◆ Task description: Produce word for word the lines of the data below running from the one that has "thumb mcp: (1014, 645)" to the one that has "index mcp: (1298, 596)", inclusive, and no others.
[Opening Supplied records section]
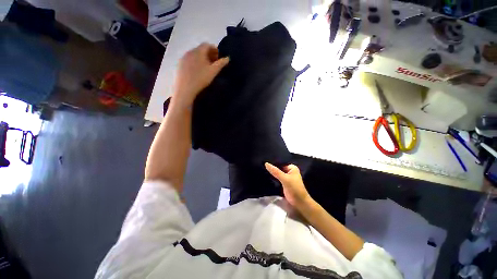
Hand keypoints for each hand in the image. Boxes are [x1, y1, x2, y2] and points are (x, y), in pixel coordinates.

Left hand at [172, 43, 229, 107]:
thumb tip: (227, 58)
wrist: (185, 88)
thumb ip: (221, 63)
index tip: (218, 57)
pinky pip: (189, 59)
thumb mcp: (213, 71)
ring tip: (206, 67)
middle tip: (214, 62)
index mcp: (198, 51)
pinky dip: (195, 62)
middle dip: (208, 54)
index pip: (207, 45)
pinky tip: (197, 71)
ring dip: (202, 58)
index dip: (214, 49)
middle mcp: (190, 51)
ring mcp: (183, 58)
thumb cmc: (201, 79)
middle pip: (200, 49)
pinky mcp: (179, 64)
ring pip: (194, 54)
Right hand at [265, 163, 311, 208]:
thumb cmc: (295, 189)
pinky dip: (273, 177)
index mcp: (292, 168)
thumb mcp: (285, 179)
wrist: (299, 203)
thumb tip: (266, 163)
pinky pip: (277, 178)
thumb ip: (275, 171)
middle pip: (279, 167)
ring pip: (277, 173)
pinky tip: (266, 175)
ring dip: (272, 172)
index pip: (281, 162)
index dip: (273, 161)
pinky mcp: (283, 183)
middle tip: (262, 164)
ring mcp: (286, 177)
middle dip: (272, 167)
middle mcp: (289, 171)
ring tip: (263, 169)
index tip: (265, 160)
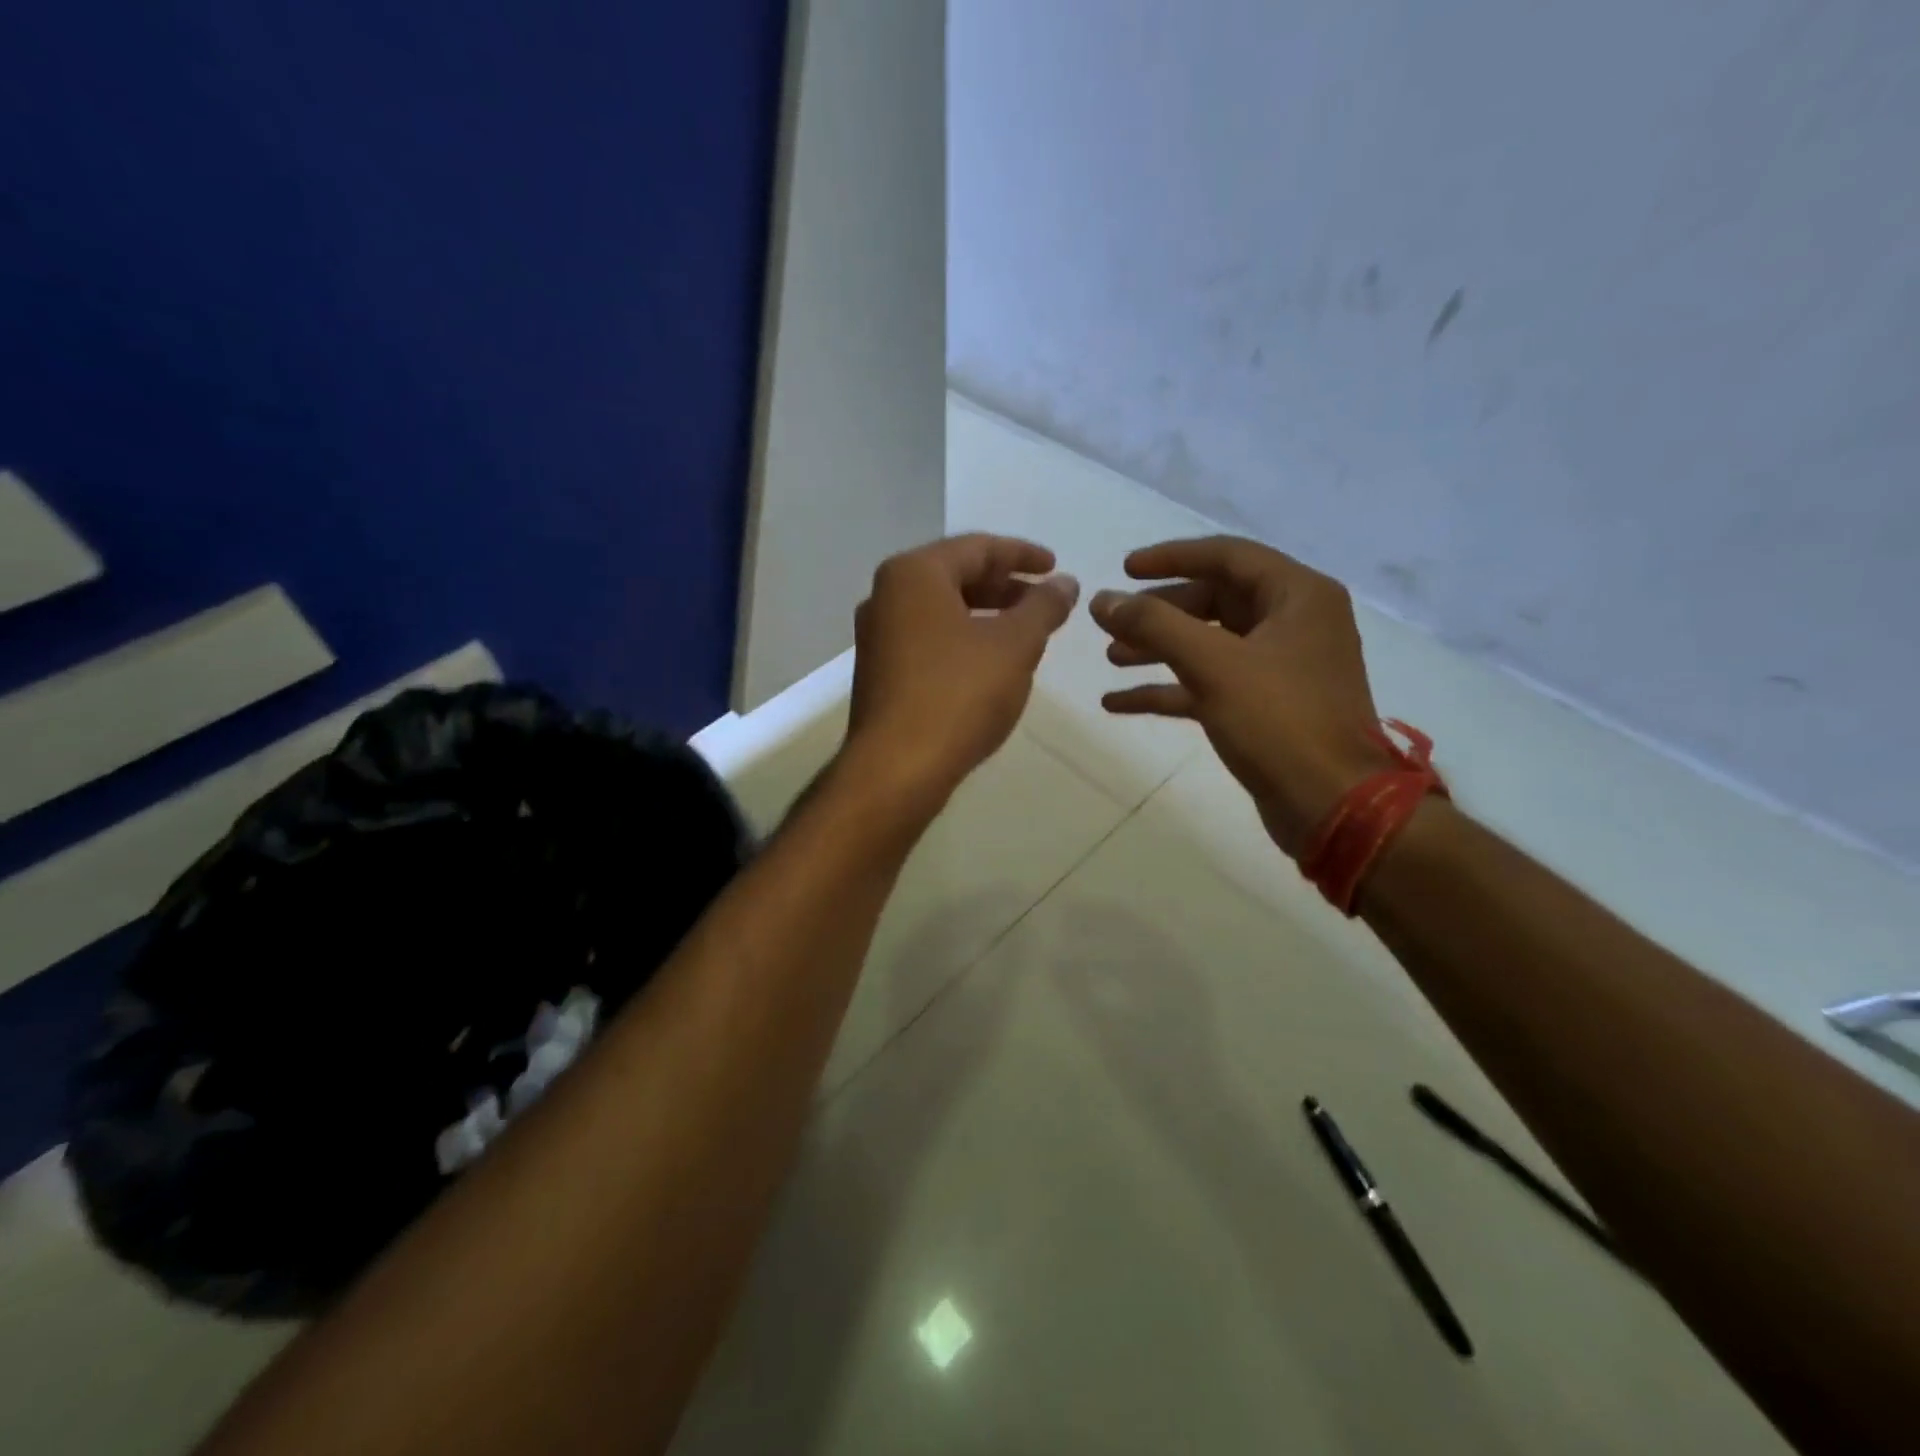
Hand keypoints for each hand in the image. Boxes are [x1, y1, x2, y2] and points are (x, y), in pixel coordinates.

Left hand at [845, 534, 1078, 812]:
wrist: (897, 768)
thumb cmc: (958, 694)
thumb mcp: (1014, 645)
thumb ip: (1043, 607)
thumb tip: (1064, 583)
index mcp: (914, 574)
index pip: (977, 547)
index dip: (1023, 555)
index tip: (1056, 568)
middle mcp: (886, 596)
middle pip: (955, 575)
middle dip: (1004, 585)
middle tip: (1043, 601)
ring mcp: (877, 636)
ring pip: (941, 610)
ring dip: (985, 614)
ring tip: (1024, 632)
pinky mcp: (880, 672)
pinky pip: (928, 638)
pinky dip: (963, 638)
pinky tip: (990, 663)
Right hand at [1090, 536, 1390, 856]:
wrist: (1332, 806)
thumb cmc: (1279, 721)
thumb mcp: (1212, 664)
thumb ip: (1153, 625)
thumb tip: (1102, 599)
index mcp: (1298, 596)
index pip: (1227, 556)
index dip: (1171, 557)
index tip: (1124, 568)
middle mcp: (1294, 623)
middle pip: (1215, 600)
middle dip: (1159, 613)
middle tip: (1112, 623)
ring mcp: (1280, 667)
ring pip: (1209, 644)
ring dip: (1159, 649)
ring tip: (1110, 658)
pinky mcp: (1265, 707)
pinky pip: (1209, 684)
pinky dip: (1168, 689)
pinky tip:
[Closing Supplied records section]
◆ Solution to this exercise:
thumb mcp: (1014, 645)
thumb ip: (1043, 607)
thumb tip: (1064, 583)
index mcp: (914, 574)
index pip: (977, 547)
index dip: (1023, 555)
index tip: (1056, 568)
middle mcp: (886, 596)
middle pip: (955, 575)
middle dip: (1004, 585)
middle tip: (1043, 601)
ring mcp: (877, 636)
ring pip: (941, 610)
ring dip: (985, 614)
ring tip: (1024, 632)
pinky mcp: (880, 672)
pinky pip: (928, 638)
pinky dip: (963, 638)
pinky tip: (990, 663)
Right hand at [1090, 536, 1390, 856]:
wrist: (1332, 806)
thumb cmc: (1279, 721)
thumb mcp: (1212, 664)
thumb ip: (1153, 625)
thumb tip: (1102, 599)
index mcp: (1298, 596)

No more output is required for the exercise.